◆ To do ◆
For this exercise, write each entry below out precisely and omit the pictures.

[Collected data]
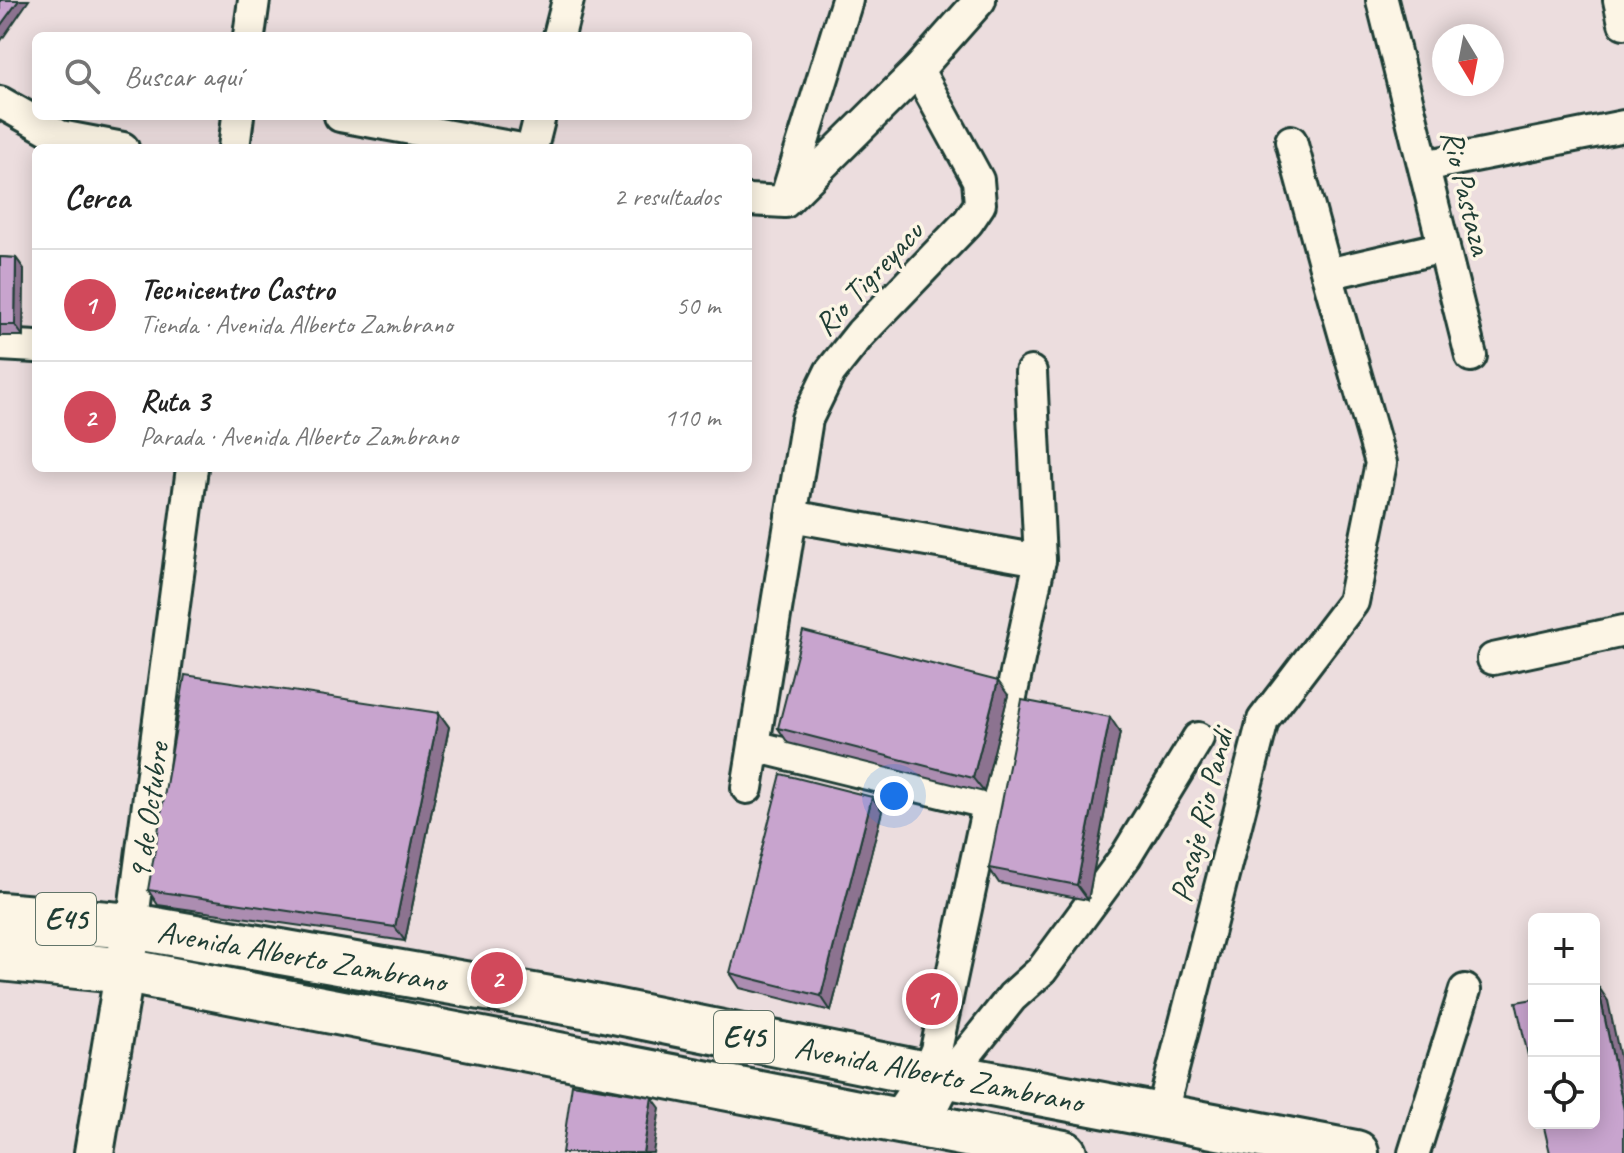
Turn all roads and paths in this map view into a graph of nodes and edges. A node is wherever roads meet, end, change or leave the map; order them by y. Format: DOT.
graph roads {
  1 [pos="254,0"];
  2 [pos="568,0"];
  3 [pos="847,0"];
  4 [pos="980,0"];
  5 [pos="1382,0"];
  6 [pos="1619,0"];
  7 [pos="1624,23"];
  8 [pos="250,32"];
  9 [pos="560,32"];
  10 [pos="918,70"];
  11 [pos="0,102"];
  12 [pos="238,120"];
  13 [pos="362,120"];
  14 [pos="539,120"];
  15 [pos="1624,126"];
  16 [pos="1291,141"];
  17 [pos="102,144"];
  18 [pos="234,144"];
  19 [pos="494,144"];
  20 [pos="533,144"];
  21 [pos="1424,166"];
  22 [pos="752,200"];
  23 [pos="785,202"];
  24 [pos="1444,247"];
  25 [pos="1327,274"];
  26 [pos="0,345"];
  27 [pos="32,347"];
  28 [pos="1471,356"];
  29 [pos="1031,372"];
  30 [pos="191,472"];
  31 [pos="791,516"];
  32 [pos="1040,560"];
  33 [pos="1624,631"];
  34 [pos="1493,659"];
  35 [pos="1198,738"];
  36 [pos="754,746"];
  37 [pos="747,788"];
  38 [pos="990,804"];
  39 [pos="0,915"];
  40 [pos="132,926"];
  41 [pos="0,958"];
  42 [pos="126,971"];
  43 [pos="1465,990"];
  44 [pos="938,1075"];
  45 [pos="1161,1116"];
  46 [pos="909,1124"];
  47 [pos="94,1153"];
  48 [pos="1064,1153"];
  49 [pos="1356,1153"];
  50 [pos="1414,1153"];
  1 -- 8 [label="street"];
  2 -- 9 [label="street"];
  3 -- 23 [label="street"];
  4 -- 10 [label="street"];
  5 -- 21 [label="street, Rio Pastaza"];
  6 -- 7 [label="street"];
  10 -- 23 [label="street"];
  10 -- 31 [label="street, Rio Tigreyacu"];
  11 -- 17 [label="street"];
  12 -- 18 [label="street"];
  13 -- 19 [label="street"];
  14 -- 20 [label="street"];
  15 -- 21 [label="street"];
  16 -- 25 [label="street"];
  21 -- 24 [label="street, Rio Pastaza"];
  22 -- 23 [label="street"];
  24 -- 25 [label="street"];
  24 -- 28 [label="street, Rio Pastaza"];
  25 -- 45 [label="street, Pasaje Rio Pandi"];
  26 -- 27 [label="street"];
  29 -- 32 [label="street"];
  30 -- 40 [label="street, 9 de Octubre"];
  31 -- 32 [label="street"];
  31 -- 36 [label="street, Rio Tigreyacu"];
  32 -- 38 [label="street"];
  33 -- 34 [label="street"];
  35 -- 44 [label="street"];
  36 -- 37 [label="street, Rio Tigreyacu"];
  36 -- 38 [label="street"];
  38 -- 44 [label="street"];
  39 -- 40 [label="highway, Avenida Alberto Zambrano / E45"];
  40 -- 42 [label="main road, 9 de Octubre"];
  40 -- 44 [label="highway, Avenida Alberto Zambrano / E45"];
  41 -- 42 [label="highway, Avenida Alberto Zambrano / E45"];
  42 -- 46 [label="highway, Avenida Alberto Zambrano / E45"];
  42 -- 47 [label="main road, 9 de Octubre"];
  43 -- 50 [label="street"];
  44 -- 45 [label="highway, Avenida Alberto Zambrano / E45"];
  44 -- 46 [label="street"];
  45 -- 49 [label="highway, Avenida Alberto Zambrano / E45"];
  46 -- 48 [label="highway, Avenida Alberto Zambrano / E45"];
}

◆ Exercise answer ◆
Turn all roads and paths in this map view into a graph of nodes and edges. A node is wherever roads meet, end, change or leave the map; order them by y. Format: DOT.
graph roads {
  1 [pos="254,0"];
  2 [pos="568,0"];
  3 [pos="847,0"];
  4 [pos="980,0"];
  5 [pos="1382,0"];
  6 [pos="1619,0"];
  7 [pos="1624,23"];
  8 [pos="250,32"];
  9 [pos="560,32"];
  10 [pos="918,70"];
  11 [pos="0,102"];
  12 [pos="238,120"];
  13 [pos="362,120"];
  14 [pos="539,120"];
  15 [pos="1624,126"];
  16 [pos="1291,141"];
  17 [pos="102,144"];
  18 [pos="234,144"];
  19 [pos="494,144"];
  20 [pos="533,144"];
  21 [pos="1424,166"];
  22 [pos="752,200"];
  23 [pos="785,202"];
  24 [pos="1444,247"];
  25 [pos="1327,274"];
  26 [pos="0,345"];
  27 [pos="32,347"];
  28 [pos="1471,356"];
  29 [pos="1031,372"];
  30 [pos="191,472"];
  31 [pos="791,516"];
  32 [pos="1040,560"];
  33 [pos="1624,631"];
  34 [pos="1493,659"];
  35 [pos="1198,738"];
  36 [pos="754,746"];
  37 [pos="747,788"];
  38 [pos="990,804"];
  39 [pos="0,915"];
  40 [pos="132,926"];
  41 [pos="0,958"];
  42 [pos="126,971"];
  43 [pos="1465,990"];
  44 [pos="938,1075"];
  45 [pos="1161,1116"];
  46 [pos="909,1124"];
  47 [pos="94,1153"];
  48 [pos="1064,1153"];
  49 [pos="1356,1153"];
  50 [pos="1414,1153"];
  1 -- 8 [label="street"];
  2 -- 9 [label="street"];
  3 -- 23 [label="street"];
  4 -- 10 [label="street"];
  5 -- 21 [label="street, Rio Pastaza"];
  6 -- 7 [label="street"];
  10 -- 23 [label="street"];
  10 -- 31 [label="street, Rio Tigreyacu"];
  11 -- 17 [label="street"];
  12 -- 18 [label="street"];
  13 -- 19 [label="street"];
  14 -- 20 [label="street"];
  15 -- 21 [label="street"];
  16 -- 25 [label="street"];
  21 -- 24 [label="street, Rio Pastaza"];
  22 -- 23 [label="street"];
  24 -- 25 [label="street"];
  24 -- 28 [label="street, Rio Pastaza"];
  25 -- 45 [label="street, Pasaje Rio Pandi"];
  26 -- 27 [label="street"];
  29 -- 32 [label="street"];
  30 -- 40 [label="street, 9 de Octubre"];
  31 -- 32 [label="street"];
  31 -- 36 [label="street, Rio Tigreyacu"];
  32 -- 38 [label="street"];
  33 -- 34 [label="street"];
  35 -- 44 [label="street"];
  36 -- 37 [label="street, Rio Tigreyacu"];
  36 -- 38 [label="street"];
  38 -- 44 [label="street"];
  39 -- 40 [label="highway, Avenida Alberto Zambrano / E45"];
  40 -- 42 [label="main road, 9 de Octubre"];
  40 -- 44 [label="highway, Avenida Alberto Zambrano / E45"];
  41 -- 42 [label="highway, Avenida Alberto Zambrano / E45"];
  42 -- 46 [label="highway, Avenida Alberto Zambrano / E45"];
  42 -- 47 [label="main road, 9 de Octubre"];
  43 -- 50 [label="street"];
  44 -- 45 [label="highway, Avenida Alberto Zambrano / E45"];
  44 -- 46 [label="street"];
  45 -- 49 [label="highway, Avenida Alberto Zambrano / E45"];
  46 -- 48 [label="highway, Avenida Alberto Zambrano / E45"];
}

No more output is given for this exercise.